In the records that follow, find the line with "Digitize the connectivity"; from there, retype every line exactly through the line with "Please list the nodes and edges formed by the", which also belongs to the answer.
##########
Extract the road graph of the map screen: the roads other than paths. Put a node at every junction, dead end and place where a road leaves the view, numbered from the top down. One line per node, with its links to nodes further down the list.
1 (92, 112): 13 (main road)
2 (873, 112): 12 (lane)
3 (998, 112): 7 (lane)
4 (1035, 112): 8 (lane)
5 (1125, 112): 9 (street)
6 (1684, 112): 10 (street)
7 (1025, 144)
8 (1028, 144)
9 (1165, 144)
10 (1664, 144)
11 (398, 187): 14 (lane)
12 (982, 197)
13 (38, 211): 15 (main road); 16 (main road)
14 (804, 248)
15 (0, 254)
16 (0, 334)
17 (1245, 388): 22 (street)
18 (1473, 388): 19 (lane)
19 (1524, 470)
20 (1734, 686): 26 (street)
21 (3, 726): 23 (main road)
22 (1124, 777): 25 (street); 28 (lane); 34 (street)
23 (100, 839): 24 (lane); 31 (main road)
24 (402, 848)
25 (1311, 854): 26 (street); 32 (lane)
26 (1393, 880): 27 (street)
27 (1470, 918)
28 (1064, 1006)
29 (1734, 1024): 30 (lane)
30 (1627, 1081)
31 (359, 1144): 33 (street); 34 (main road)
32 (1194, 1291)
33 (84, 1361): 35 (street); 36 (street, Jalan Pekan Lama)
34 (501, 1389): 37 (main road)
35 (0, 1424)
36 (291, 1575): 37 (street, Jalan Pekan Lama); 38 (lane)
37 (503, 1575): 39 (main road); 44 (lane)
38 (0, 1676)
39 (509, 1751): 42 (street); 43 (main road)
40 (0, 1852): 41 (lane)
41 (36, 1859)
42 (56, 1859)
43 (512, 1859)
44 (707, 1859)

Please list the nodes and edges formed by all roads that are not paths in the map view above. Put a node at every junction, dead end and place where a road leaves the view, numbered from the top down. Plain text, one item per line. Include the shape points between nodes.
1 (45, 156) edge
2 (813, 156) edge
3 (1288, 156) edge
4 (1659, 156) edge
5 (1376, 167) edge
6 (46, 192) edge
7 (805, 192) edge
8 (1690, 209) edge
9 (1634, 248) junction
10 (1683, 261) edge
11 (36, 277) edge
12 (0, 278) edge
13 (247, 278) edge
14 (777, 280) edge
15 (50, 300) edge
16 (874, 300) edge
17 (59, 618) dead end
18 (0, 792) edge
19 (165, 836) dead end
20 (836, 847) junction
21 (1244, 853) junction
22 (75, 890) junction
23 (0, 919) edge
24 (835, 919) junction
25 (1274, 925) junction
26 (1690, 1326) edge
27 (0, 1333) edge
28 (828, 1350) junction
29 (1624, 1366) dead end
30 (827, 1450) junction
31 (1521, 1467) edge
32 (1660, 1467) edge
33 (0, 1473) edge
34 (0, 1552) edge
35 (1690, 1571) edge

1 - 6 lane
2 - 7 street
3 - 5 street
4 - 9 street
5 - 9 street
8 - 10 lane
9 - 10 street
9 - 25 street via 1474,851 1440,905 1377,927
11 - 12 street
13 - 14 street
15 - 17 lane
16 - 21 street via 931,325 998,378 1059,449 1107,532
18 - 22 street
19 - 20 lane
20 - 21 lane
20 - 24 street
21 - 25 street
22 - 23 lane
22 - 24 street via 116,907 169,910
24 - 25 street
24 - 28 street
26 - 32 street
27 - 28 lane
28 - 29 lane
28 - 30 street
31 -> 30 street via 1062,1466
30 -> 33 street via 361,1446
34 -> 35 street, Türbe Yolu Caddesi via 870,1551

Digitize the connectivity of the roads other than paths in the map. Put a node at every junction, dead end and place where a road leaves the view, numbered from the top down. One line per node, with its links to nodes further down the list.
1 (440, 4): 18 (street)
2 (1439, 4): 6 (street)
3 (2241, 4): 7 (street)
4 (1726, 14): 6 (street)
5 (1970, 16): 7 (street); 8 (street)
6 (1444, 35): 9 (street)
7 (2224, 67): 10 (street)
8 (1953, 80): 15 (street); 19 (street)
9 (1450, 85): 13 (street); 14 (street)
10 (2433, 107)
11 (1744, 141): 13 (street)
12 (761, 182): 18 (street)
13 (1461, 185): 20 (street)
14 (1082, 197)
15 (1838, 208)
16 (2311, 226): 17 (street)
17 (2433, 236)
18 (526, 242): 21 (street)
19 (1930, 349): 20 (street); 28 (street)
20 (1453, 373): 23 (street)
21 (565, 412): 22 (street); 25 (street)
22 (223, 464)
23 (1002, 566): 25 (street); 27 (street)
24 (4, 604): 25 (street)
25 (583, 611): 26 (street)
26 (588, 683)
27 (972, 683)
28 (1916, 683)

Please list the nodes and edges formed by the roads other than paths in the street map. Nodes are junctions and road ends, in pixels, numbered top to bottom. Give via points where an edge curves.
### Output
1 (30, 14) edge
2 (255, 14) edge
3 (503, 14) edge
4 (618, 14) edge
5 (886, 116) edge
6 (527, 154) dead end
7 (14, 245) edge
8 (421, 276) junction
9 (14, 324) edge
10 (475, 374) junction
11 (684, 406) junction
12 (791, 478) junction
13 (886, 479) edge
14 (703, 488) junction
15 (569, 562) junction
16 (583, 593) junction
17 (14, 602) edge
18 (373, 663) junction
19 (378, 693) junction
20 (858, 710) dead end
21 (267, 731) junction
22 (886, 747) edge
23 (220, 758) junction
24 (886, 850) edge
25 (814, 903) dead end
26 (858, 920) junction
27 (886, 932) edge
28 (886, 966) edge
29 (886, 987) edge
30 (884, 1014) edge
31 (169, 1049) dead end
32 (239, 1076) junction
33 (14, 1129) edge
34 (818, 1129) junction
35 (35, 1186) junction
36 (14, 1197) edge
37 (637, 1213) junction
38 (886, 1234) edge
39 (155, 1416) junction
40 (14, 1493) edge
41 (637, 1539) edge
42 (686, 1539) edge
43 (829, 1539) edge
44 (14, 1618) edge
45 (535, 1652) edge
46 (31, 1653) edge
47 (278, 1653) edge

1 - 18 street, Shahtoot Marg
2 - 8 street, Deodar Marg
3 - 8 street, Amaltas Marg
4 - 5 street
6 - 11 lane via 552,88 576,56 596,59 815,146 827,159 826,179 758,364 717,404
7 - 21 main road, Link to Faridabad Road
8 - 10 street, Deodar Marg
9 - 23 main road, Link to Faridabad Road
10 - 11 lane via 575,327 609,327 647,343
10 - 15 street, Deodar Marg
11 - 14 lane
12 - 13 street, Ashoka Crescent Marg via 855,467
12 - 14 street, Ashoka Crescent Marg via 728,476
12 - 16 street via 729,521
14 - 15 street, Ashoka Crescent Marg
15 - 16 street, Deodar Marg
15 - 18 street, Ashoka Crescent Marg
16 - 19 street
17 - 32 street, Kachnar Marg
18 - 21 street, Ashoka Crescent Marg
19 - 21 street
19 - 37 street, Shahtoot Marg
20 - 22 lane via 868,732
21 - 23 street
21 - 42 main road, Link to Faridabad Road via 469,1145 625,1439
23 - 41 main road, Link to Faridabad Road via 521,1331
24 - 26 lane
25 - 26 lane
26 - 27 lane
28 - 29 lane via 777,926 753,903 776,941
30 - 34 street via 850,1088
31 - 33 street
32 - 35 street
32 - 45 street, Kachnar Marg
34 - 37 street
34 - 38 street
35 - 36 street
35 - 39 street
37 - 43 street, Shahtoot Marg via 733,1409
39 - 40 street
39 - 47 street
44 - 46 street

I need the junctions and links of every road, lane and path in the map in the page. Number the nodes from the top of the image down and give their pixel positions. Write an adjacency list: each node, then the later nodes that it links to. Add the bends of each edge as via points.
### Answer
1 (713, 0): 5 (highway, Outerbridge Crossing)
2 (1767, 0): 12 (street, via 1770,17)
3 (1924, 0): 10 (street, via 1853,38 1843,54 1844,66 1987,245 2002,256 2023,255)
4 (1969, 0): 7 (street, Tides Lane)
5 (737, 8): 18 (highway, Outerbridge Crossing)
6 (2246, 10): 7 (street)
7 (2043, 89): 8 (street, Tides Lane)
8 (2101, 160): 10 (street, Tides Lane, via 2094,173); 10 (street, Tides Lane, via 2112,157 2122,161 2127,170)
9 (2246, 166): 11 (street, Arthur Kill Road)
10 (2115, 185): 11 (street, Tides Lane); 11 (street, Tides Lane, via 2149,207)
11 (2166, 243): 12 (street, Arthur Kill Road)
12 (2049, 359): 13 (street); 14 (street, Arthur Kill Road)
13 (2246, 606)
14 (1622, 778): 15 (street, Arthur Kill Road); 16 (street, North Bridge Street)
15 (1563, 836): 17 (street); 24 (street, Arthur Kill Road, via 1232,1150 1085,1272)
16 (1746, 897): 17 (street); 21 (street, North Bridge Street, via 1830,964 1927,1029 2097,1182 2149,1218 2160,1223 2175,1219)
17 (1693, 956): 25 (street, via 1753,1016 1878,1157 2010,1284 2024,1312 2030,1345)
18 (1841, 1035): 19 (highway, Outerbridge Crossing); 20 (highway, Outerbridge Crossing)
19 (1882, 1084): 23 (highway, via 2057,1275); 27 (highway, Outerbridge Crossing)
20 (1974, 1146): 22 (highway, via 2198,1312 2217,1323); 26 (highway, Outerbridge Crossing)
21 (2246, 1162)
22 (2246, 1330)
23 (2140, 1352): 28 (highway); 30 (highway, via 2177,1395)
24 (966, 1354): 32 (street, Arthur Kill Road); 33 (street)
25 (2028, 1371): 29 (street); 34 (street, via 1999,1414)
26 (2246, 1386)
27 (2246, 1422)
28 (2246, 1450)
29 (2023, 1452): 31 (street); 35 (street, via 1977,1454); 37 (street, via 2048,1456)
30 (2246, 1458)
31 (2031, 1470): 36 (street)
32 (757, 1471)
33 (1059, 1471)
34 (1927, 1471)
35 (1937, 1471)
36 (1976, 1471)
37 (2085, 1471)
##########
Answer to this problem |
Digitize the connectivity of the roads other than paths in the map. Put a node at every junction, dead end and place where a road leaves the view, numbered from the top down. One line per node, with its links to nodes further down the list.
1 (440, 4): 18 (street)
2 (1439, 4): 6 (street)
3 (2241, 4): 7 (street)
4 (1726, 14): 6 (street)
5 (1970, 16): 7 (street); 8 (street)
6 (1444, 35): 9 (street)
7 (2224, 67): 10 (street)
8 (1953, 80): 15 (street); 19 (street)
9 (1450, 85): 13 (street); 14 (street)
10 (2433, 107)
11 (1744, 141): 13 (street)
12 (761, 182): 18 (street)
13 (1461, 185): 20 (street)
14 (1082, 197)
15 (1838, 208)
16 (2311, 226): 17 (street)
17 (2433, 236)
18 (526, 242): 21 (street)
19 (1930, 349): 20 (street); 28 (street)
20 (1453, 373): 23 (street)
21 (565, 412): 22 (street); 25 (street)
22 (223, 464)
23 (1002, 566): 25 (street); 27 (street)
24 (4, 604): 25 (street)
25 (583, 611): 26 (street)
26 (588, 683)
27 (972, 683)
28 (1916, 683)

Please list the nodes and edges formed by the roads other than paths in the street map. Nodes are junctions and road ends, in pixels, numbered top to bottom. Give via points where an edge curves.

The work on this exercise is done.